● The data:
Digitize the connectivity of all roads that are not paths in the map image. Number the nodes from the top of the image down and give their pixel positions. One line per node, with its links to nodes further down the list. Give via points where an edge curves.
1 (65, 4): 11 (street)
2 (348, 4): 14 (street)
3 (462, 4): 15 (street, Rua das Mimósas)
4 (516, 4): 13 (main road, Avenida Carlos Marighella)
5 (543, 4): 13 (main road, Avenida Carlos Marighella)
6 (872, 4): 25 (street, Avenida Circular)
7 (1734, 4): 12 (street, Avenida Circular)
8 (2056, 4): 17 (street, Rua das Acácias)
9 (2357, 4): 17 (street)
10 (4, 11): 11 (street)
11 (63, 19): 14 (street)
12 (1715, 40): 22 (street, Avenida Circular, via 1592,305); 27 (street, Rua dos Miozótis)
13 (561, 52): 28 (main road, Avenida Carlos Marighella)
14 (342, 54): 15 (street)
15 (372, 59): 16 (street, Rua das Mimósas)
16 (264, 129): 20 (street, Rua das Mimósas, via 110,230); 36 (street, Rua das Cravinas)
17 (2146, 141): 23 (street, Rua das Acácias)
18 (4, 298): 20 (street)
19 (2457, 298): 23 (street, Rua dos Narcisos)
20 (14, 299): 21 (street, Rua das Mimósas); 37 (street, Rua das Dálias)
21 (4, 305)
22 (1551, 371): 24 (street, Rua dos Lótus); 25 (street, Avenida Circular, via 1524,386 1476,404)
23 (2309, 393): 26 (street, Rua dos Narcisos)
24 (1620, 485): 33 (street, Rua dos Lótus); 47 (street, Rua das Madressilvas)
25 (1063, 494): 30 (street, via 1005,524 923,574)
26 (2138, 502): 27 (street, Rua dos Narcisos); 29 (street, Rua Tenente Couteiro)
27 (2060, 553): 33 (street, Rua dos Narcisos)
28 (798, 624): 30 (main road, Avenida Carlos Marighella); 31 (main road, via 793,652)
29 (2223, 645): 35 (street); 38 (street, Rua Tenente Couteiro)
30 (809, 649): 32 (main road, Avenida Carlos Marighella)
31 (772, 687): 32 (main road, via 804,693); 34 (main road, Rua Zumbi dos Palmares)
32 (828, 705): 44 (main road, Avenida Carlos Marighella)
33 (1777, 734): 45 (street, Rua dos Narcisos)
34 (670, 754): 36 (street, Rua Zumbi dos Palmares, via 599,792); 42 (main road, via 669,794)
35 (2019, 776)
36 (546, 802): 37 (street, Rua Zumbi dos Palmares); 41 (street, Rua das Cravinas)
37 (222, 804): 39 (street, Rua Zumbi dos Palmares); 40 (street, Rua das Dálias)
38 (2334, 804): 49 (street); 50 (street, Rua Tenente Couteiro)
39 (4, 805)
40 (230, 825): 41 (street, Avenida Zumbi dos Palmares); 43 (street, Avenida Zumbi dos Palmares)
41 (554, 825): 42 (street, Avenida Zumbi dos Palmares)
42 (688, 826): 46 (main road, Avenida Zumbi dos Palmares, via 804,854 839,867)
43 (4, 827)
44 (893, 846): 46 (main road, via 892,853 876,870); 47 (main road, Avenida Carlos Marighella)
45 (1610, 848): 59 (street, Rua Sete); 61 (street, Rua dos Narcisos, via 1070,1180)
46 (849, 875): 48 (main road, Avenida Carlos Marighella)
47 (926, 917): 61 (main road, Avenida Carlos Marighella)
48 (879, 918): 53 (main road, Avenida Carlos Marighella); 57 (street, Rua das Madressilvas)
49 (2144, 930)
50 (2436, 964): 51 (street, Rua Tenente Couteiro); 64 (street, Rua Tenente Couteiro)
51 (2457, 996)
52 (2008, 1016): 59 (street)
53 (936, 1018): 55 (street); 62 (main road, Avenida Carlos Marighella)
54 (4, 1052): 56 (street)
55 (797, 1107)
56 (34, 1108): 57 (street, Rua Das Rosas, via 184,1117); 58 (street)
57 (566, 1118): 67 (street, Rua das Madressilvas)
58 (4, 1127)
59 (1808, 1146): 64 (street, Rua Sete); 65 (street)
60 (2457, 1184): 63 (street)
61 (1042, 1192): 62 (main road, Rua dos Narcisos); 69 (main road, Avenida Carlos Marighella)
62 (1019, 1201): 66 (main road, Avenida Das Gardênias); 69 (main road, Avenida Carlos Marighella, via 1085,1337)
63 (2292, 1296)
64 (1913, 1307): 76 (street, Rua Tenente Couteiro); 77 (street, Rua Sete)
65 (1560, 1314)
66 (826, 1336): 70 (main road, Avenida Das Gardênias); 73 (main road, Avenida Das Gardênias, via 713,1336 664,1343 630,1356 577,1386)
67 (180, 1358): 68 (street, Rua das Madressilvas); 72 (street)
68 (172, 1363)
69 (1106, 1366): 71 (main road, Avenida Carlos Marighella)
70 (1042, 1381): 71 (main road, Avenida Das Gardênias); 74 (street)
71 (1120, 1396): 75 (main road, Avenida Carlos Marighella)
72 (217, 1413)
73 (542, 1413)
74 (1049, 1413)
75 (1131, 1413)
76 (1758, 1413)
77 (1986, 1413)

● Task to carry out: When you reach the end of the listing, print it again in full, exactly as given.

● Solved exercise:
Digitize the connectivity of all roads that are not paths in the map image. Number the nodes from the top of the image down and give their pixel positions. One line per node, with its links to nodes further down the list. Give via points where an edge curves.
1 (65, 4): 11 (street)
2 (348, 4): 14 (street)
3 (462, 4): 15 (street, Rua das Mimósas)
4 (516, 4): 13 (main road, Avenida Carlos Marighella)
5 (543, 4): 13 (main road, Avenida Carlos Marighella)
6 (872, 4): 25 (street, Avenida Circular)
7 (1734, 4): 12 (street, Avenida Circular)
8 (2056, 4): 17 (street, Rua das Acácias)
9 (2357, 4): 17 (street)
10 (4, 11): 11 (street)
11 (63, 19): 14 (street)
12 (1715, 40): 22 (street, Avenida Circular, via 1592,305); 27 (street, Rua dos Miozótis)
13 (561, 52): 28 (main road, Avenida Carlos Marighella)
14 (342, 54): 15 (street)
15 (372, 59): 16 (street, Rua das Mimósas)
16 (264, 129): 20 (street, Rua das Mimósas, via 110,230); 36 (street, Rua das Cravinas)
17 (2146, 141): 23 (street, Rua das Acácias)
18 (4, 298): 20 (street)
19 (2457, 298): 23 (street, Rua dos Narcisos)
20 (14, 299): 21 (street, Rua das Mimósas); 37 (street, Rua das Dálias)
21 (4, 305)
22 (1551, 371): 24 (street, Rua dos Lótus); 25 (street, Avenida Circular, via 1524,386 1476,404)
23 (2309, 393): 26 (street, Rua dos Narcisos)
24 (1620, 485): 33 (street, Rua dos Lótus); 47 (street, Rua das Madressilvas)
25 (1063, 494): 30 (street, via 1005,524 923,574)
26 (2138, 502): 27 (street, Rua dos Narcisos); 29 (street, Rua Tenente Couteiro)
27 (2060, 553): 33 (street, Rua dos Narcisos)
28 (798, 624): 30 (main road, Avenida Carlos Marighella); 31 (main road, via 793,652)
29 (2223, 645): 35 (street); 38 (street, Rua Tenente Couteiro)
30 (809, 649): 32 (main road, Avenida Carlos Marighella)
31 (772, 687): 32 (main road, via 804,693); 34 (main road, Rua Zumbi dos Palmares)
32 (828, 705): 44 (main road, Avenida Carlos Marighella)
33 (1777, 734): 45 (street, Rua dos Narcisos)
34 (670, 754): 36 (street, Rua Zumbi dos Palmares, via 599,792); 42 (main road, via 669,794)
35 (2019, 776)
36 (546, 802): 37 (street, Rua Zumbi dos Palmares); 41 (street, Rua das Cravinas)
37 (222, 804): 39 (street, Rua Zumbi dos Palmares); 40 (street, Rua das Dálias)
38 (2334, 804): 49 (street); 50 (street, Rua Tenente Couteiro)
39 (4, 805)
40 (230, 825): 41 (street, Avenida Zumbi dos Palmares); 43 (street, Avenida Zumbi dos Palmares)
41 (554, 825): 42 (street, Avenida Zumbi dos Palmares)
42 (688, 826): 46 (main road, Avenida Zumbi dos Palmares, via 804,854 839,867)
43 (4, 827)
44 (893, 846): 46 (main road, via 892,853 876,870); 47 (main road, Avenida Carlos Marighella)
45 (1610, 848): 59 (street, Rua Sete); 61 (street, Rua dos Narcisos, via 1070,1180)
46 (849, 875): 48 (main road, Avenida Carlos Marighella)
47 (926, 917): 61 (main road, Avenida Carlos Marighella)
48 (879, 918): 53 (main road, Avenida Carlos Marighella); 57 (street, Rua das Madressilvas)
49 (2144, 930)
50 (2436, 964): 51 (street, Rua Tenente Couteiro); 64 (street, Rua Tenente Couteiro)
51 (2457, 996)
52 (2008, 1016): 59 (street)
53 (936, 1018): 55 (street); 62 (main road, Avenida Carlos Marighella)
54 (4, 1052): 56 (street)
55 (797, 1107)
56 (34, 1108): 57 (street, Rua Das Rosas, via 184,1117); 58 (street)
57 (566, 1118): 67 (street, Rua das Madressilvas)
58 (4, 1127)
59 (1808, 1146): 64 (street, Rua Sete); 65 (street)
60 (2457, 1184): 63 (street)
61 (1042, 1192): 62 (main road, Rua dos Narcisos); 69 (main road, Avenida Carlos Marighella)
62 (1019, 1201): 66 (main road, Avenida Das Gardênias); 69 (main road, Avenida Carlos Marighella, via 1085,1337)
63 (2292, 1296)
64 (1913, 1307): 76 (street, Rua Tenente Couteiro); 77 (street, Rua Sete)
65 (1560, 1314)
66 (826, 1336): 70 (main road, Avenida Das Gardênias); 73 (main road, Avenida Das Gardênias, via 713,1336 664,1343 630,1356 577,1386)
67 (180, 1358): 68 (street, Rua das Madressilvas); 72 (street)
68 (172, 1363)
69 (1106, 1366): 71 (main road, Avenida Carlos Marighella)
70 (1042, 1381): 71 (main road, Avenida Das Gardênias); 74 (street)
71 (1120, 1396): 75 (main road, Avenida Carlos Marighella)
72 (217, 1413)
73 (542, 1413)
74 (1049, 1413)
75 (1131, 1413)
76 (1758, 1413)
77 (1986, 1413)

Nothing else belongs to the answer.